Keep in mind this is a company moving up in the world. They come from a strong data oriented background - Microstrategy veterans in leadership kind of reinforce that - but their strategy is to appeal to the business user. I wrote what I thought initially of them in Part V of my CRM Watchlist 2011 here. But I have a few more thoughts - some reinforce what I said, others a bit different.
They have a shot at becoming a real market leader in the customer insight applications space - and that directly drives into CRM and Social CRM as well as analytics in general. But there are a few things they have to do. They seem to have a corporate culture that values vision and thought leadership as is evidenced by their stated vision - to be the leader in Universal Customer Analytics (UCA) and in a terrific document on the future of customer insight analytics - 2011 trends - done by their CEO Sid Banerjee - which I consider a beacon document - one that shows where this market is going. (Yeah, I'm going to provide the link.
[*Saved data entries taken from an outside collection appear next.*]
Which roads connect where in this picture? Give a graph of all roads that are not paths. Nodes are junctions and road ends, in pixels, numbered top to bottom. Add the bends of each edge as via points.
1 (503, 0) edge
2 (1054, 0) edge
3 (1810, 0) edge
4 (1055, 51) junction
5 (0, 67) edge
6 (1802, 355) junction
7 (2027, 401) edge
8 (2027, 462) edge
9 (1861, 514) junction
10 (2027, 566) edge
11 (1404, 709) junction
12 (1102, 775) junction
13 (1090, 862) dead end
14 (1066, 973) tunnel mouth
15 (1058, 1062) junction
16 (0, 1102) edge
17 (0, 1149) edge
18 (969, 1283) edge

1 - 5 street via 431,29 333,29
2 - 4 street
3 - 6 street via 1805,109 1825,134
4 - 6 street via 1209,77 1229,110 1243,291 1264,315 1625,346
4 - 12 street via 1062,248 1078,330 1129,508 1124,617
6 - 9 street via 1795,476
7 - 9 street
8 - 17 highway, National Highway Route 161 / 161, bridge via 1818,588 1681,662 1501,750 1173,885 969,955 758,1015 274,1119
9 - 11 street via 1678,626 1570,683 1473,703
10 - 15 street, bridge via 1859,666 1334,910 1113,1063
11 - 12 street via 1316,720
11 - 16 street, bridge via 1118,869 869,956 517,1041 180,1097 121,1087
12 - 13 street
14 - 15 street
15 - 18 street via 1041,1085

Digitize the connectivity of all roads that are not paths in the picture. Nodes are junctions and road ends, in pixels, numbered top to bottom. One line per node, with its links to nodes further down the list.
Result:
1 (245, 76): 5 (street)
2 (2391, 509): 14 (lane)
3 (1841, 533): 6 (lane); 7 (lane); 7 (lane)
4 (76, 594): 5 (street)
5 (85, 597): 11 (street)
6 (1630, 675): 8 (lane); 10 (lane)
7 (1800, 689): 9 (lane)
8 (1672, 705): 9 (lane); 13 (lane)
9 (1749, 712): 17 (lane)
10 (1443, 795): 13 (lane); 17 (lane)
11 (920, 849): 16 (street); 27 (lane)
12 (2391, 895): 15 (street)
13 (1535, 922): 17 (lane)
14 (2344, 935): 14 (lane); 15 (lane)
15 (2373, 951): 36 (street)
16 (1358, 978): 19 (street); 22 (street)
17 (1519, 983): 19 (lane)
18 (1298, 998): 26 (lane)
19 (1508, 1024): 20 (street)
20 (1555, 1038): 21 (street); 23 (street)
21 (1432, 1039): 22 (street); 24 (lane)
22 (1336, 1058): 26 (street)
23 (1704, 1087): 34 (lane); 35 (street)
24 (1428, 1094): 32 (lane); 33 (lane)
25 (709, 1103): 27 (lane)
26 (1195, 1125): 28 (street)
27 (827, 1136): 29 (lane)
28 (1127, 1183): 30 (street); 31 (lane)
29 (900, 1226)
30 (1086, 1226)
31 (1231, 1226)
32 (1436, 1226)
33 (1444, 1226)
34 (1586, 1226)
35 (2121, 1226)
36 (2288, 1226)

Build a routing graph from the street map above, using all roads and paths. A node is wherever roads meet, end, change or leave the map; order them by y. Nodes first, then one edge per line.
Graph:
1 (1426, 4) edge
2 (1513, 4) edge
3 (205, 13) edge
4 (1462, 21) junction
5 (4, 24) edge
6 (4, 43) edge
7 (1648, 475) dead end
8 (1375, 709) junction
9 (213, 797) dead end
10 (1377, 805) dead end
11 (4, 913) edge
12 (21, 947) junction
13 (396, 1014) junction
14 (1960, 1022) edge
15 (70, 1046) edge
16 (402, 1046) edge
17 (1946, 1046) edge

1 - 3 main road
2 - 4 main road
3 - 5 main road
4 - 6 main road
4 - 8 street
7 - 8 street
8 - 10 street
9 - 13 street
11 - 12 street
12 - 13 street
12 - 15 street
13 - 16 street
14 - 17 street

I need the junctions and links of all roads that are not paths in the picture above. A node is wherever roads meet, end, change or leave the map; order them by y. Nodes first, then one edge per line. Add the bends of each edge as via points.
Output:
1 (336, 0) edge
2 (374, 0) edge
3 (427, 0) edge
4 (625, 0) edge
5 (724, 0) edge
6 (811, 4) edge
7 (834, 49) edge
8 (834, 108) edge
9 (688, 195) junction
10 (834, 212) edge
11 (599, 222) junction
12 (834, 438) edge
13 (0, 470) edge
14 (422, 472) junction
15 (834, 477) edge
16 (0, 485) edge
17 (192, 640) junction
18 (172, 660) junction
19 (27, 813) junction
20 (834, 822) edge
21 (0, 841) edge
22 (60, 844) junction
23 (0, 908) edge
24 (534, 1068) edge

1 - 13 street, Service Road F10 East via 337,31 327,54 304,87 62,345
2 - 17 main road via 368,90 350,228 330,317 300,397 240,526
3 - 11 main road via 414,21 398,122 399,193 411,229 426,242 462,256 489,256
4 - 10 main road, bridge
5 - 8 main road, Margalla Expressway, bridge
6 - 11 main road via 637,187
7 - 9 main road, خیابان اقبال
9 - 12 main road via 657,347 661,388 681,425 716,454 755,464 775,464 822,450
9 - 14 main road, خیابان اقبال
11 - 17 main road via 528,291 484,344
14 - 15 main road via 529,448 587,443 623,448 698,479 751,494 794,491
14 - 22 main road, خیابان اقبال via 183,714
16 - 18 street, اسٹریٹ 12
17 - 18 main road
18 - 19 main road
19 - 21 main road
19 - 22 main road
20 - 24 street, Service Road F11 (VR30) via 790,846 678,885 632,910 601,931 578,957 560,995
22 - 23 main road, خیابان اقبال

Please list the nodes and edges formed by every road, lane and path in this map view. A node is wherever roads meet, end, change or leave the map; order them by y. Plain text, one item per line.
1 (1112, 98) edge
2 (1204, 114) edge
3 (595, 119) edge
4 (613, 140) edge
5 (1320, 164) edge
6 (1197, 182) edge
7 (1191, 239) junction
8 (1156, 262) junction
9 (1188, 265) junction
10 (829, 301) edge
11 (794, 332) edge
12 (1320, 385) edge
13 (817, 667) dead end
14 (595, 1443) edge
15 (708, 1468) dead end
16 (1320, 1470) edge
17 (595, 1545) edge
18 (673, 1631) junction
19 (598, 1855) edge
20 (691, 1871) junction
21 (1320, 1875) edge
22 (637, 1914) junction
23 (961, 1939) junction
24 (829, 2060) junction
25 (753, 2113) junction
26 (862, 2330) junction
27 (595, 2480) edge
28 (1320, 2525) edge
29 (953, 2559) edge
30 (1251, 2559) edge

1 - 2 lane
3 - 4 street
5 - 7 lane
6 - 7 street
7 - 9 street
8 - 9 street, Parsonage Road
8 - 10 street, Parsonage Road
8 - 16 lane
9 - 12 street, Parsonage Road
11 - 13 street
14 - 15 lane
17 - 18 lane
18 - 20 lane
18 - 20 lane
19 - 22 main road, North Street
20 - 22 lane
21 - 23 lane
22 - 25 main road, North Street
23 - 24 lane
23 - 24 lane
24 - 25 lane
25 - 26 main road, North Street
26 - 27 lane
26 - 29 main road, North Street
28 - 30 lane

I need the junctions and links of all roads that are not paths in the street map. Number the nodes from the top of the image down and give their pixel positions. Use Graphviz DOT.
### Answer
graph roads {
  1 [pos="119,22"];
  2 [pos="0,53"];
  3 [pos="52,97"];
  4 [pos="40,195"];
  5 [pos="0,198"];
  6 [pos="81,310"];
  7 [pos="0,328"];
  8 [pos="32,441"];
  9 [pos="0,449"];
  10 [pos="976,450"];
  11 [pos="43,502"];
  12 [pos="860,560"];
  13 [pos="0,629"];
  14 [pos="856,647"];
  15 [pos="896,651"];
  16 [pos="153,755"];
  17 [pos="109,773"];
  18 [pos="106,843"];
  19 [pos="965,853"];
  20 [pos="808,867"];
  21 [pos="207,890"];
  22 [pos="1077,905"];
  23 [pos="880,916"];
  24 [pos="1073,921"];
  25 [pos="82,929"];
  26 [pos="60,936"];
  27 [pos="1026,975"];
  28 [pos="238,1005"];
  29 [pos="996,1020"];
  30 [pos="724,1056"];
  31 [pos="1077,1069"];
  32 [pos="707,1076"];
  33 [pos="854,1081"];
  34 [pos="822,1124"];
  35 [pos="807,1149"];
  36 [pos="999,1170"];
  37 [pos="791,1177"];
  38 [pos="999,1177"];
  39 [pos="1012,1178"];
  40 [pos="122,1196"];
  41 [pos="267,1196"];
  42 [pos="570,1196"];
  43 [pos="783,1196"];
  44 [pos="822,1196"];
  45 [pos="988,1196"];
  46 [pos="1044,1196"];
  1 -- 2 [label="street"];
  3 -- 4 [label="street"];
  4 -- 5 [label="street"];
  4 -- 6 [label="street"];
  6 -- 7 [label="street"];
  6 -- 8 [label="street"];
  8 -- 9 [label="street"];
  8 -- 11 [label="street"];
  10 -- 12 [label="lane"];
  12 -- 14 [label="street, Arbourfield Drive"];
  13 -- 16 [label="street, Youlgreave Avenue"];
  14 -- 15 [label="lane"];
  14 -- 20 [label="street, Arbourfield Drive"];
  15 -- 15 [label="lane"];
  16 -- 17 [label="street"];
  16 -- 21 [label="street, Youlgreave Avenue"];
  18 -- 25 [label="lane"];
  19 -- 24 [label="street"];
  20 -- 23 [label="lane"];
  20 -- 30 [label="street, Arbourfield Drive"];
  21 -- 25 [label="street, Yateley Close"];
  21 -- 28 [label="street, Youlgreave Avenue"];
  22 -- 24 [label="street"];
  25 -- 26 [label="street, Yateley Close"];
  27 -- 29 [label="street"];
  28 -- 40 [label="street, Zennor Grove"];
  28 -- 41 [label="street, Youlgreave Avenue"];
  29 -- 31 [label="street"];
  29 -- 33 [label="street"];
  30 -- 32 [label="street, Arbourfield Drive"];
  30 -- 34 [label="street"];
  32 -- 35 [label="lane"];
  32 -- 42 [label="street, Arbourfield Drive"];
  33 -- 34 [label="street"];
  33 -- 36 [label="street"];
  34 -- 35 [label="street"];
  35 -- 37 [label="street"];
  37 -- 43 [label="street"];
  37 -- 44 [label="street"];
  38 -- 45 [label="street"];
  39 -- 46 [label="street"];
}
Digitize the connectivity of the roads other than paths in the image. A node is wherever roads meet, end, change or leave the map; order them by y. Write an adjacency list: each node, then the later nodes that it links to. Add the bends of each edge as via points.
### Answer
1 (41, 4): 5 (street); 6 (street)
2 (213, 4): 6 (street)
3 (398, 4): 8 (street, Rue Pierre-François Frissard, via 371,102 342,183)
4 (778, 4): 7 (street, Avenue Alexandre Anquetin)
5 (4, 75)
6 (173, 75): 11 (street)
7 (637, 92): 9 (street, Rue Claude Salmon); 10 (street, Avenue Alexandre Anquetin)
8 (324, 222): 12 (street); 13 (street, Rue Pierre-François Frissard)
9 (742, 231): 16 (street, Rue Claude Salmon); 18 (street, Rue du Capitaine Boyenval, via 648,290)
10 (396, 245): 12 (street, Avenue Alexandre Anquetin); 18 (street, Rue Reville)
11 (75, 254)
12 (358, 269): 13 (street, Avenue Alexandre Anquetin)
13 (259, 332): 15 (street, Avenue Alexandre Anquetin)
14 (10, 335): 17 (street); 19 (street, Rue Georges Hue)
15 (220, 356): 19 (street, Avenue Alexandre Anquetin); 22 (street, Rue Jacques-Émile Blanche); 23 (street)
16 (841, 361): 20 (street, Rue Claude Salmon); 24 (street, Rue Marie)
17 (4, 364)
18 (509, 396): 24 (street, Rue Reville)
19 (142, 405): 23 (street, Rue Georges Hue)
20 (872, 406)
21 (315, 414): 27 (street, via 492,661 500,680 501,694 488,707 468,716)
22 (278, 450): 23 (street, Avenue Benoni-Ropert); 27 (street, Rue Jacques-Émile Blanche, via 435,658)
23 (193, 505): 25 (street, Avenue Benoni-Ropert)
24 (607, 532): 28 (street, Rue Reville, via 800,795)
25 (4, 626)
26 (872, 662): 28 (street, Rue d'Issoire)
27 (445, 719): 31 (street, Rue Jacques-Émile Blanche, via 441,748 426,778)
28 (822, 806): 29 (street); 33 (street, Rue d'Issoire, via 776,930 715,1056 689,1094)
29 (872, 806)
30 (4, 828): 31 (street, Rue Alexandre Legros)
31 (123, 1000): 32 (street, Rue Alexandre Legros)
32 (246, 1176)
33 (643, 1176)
Go here for Sid's document).
Second, there was a BIG hole at their conference with very few third party thought leaders or key analysts and journalists at the event. This reflects what is often an issue with companies like Clarabridge who are growing to the point that they have to start engaging beyond paying some fees to an institutional analyst firm. In the case of Clarabridge, for example, at this conference there were 5 folks - 4 of whom I know and greatly respect who could be considered business thought leaders - and I'm including myself in there in the spirit of arrogance. I was there, Ray Wang, CEO of Constellation RG and one of the most influential thought leaders on the planet; Seth Grimes, an analytics master; Bob Thompson, who runs the empiric CustomerThink and a Gartner analyst who I didn't know and didn't meet.
That was it. And given that Clarabridge has a lot in place to take some kind of market leadership, wholly inadequate. They are at the stage where they need a true influencer relations program so that attendance at their conferences for thought leaders is a given - not a chore.
You can quote me verbatim. And then run it through Clarabridge.